Although the bottom line of this study was that early ROS generation through hepatic Nox system was important to DISC formation and therefore CD95-mediated cell death, there was a plethora of additional information contained in this complicated study. From the point of ROS generation, one may wonder how the hepatic Nox system is assembled, whether the nonglycosylated gp91phox is equally functional, and whether other Nox homologs might be more important. The relationship of the Nox-mediated ROS generation and the mitochondria-mediated ROS generation is also fascinating. Kinetically, the Nox-mediated ROS generation might come significantly earlier, although the level of ROS might be lower. The significance of extra-mitochondrial ROS and mitochondrial ROS could thus be quite different (Fig. 1). While the former might be involved in the early initiation step, the latter is more likely involved at the execution step of direct disruption of cellular structure and functions. The implication would be that suppression of both types of ROS could be necessary for the optimal protection and that antioxidants directed to scavenging superoxide might be more effective death repressors.4, 15
On the other hand, the role of ROS in CD95 receptor translocation, reorganization, and DISC formation seems to be much more intriguing. While the current findings were exciting, many more questions arise as well.
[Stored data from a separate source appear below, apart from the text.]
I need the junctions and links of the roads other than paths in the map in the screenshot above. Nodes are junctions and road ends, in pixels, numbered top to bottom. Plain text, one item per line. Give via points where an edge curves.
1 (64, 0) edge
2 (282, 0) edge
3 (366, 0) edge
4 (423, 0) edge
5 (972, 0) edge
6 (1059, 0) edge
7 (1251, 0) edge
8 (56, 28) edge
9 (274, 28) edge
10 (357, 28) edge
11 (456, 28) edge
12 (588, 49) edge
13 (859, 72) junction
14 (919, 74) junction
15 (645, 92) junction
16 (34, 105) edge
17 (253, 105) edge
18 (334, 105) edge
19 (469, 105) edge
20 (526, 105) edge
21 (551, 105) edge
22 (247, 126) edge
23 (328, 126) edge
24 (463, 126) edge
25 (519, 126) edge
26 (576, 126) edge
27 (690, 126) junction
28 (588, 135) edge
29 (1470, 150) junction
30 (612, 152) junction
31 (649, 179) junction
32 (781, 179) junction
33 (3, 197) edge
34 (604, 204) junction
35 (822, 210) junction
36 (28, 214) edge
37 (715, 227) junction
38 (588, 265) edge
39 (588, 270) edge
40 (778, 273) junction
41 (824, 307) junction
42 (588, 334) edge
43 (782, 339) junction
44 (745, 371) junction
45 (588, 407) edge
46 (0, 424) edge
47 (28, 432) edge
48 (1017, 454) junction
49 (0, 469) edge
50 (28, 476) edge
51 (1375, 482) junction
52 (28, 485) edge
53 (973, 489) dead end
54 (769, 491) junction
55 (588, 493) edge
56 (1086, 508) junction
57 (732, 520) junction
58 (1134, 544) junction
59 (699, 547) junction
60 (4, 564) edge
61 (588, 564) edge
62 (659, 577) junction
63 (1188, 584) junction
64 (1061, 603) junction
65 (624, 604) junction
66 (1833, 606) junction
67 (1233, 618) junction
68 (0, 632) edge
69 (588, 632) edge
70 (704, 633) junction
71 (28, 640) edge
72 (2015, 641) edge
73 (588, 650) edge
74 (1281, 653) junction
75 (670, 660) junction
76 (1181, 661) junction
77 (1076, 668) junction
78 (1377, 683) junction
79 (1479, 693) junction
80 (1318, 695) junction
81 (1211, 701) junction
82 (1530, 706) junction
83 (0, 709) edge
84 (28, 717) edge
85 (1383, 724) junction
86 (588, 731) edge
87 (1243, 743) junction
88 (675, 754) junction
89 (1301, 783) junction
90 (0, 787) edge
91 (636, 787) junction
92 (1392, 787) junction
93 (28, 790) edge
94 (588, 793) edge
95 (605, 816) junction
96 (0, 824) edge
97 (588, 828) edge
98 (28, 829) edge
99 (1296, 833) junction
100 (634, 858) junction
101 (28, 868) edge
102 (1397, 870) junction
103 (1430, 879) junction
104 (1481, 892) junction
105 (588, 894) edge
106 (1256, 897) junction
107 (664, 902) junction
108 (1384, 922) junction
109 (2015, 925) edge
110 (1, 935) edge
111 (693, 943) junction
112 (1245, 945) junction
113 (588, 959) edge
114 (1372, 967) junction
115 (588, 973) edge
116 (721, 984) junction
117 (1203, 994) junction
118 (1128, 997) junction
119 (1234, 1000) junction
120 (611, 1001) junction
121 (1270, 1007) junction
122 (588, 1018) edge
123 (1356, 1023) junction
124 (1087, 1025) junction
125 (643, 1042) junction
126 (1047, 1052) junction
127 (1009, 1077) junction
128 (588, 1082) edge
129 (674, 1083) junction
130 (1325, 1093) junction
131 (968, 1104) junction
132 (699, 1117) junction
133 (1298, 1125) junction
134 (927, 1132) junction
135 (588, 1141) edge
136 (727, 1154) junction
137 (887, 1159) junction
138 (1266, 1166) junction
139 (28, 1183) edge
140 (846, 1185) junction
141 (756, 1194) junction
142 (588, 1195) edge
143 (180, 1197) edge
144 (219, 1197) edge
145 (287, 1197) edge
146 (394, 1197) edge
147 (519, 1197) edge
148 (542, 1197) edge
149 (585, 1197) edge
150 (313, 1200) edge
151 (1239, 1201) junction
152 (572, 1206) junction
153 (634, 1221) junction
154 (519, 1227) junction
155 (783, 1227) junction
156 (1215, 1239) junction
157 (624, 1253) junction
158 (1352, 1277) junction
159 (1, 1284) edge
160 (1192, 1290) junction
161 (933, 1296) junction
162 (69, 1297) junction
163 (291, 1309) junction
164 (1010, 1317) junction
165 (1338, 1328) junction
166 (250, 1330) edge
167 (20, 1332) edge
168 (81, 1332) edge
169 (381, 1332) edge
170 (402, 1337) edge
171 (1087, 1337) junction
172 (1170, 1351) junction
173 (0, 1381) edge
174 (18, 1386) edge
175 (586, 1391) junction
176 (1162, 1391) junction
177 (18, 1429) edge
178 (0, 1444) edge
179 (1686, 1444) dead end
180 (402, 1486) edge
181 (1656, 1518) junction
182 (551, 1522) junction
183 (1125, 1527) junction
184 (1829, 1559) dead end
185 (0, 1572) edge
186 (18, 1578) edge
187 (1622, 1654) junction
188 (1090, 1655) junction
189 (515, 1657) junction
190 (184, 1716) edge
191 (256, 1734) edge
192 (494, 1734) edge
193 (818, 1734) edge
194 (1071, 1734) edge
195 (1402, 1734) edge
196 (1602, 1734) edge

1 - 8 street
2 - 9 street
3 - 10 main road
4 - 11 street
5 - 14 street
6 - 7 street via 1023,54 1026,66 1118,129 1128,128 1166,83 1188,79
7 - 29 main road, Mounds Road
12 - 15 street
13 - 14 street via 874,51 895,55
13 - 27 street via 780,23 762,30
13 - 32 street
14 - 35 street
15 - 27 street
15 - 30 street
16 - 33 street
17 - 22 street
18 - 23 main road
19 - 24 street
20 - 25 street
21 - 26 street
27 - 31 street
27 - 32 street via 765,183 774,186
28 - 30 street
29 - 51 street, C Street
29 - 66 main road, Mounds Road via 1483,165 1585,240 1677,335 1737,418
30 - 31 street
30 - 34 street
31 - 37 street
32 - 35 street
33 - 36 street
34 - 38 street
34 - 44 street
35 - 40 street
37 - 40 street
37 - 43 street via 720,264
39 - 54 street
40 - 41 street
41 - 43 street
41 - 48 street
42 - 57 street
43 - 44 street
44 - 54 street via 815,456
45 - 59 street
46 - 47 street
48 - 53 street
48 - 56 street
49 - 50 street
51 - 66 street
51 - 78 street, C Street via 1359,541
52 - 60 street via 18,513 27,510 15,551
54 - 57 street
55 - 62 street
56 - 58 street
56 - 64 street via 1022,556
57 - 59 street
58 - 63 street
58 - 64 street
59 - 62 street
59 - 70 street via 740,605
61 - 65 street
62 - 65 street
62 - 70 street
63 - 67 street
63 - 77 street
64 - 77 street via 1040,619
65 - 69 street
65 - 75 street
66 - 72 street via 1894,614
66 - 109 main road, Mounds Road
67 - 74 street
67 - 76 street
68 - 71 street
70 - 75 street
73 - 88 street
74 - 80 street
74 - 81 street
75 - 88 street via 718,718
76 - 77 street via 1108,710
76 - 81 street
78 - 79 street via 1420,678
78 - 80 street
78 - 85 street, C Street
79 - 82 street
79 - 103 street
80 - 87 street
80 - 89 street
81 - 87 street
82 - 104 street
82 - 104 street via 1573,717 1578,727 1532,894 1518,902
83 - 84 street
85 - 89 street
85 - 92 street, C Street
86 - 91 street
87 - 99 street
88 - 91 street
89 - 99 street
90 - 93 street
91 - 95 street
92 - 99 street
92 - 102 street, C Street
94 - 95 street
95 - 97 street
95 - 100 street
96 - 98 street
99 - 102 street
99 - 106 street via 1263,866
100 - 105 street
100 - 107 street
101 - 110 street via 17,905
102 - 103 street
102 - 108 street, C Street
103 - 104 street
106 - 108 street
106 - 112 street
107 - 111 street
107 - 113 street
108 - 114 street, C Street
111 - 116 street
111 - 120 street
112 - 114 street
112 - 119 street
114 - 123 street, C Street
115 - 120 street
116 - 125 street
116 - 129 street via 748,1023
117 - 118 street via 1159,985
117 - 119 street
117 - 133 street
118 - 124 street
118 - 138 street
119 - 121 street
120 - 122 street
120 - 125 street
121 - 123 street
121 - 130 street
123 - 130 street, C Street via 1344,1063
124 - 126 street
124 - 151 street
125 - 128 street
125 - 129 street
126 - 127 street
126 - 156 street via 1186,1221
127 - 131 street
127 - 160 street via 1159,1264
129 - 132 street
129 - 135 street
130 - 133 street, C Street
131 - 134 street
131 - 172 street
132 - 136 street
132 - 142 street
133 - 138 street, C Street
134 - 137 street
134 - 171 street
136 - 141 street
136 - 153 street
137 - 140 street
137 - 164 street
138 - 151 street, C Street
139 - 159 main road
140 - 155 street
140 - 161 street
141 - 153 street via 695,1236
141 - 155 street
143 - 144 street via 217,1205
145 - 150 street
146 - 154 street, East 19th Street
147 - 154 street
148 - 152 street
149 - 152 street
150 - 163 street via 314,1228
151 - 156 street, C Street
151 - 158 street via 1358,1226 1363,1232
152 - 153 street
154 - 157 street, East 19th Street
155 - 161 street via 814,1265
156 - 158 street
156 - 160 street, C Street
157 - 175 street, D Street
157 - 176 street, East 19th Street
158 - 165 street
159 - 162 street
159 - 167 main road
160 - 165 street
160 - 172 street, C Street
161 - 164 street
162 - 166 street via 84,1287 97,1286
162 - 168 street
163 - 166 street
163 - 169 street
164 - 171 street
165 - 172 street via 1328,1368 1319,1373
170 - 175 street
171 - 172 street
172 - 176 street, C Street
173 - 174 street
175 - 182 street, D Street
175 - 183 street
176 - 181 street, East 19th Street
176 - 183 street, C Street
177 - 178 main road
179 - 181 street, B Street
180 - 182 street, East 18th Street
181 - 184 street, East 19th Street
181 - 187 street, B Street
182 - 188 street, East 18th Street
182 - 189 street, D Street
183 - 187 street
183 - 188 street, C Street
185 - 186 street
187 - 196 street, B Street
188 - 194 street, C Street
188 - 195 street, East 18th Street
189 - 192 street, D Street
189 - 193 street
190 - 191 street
Limited by the space, one cannot possibly discuss every single issue here, but it is worth mentioning just a few of them for further thinking. For example, where would the normal CD95 receptors be in hepatocytes and how are they organized? Why would (additional?) CD95 receptors be translocated to the cytoplasmic membranes following the initial ligation of CD95, which presumably occurs on the cytoplasmic membrane? Why would this translocation have a significant impact on DISC formation? CD95 translocation from intracellular locations, such as the Golgi complex, to the cytoplasmic membranes had been reported to be important for p53-mediated killing.16 Furthermore, it is not known whether the complexity of CD95 activation may reflect the different types of cells being studied. Clearly, a lot more mechanistic details have yet to be worked out for the death receptor activation-induced apoptosis.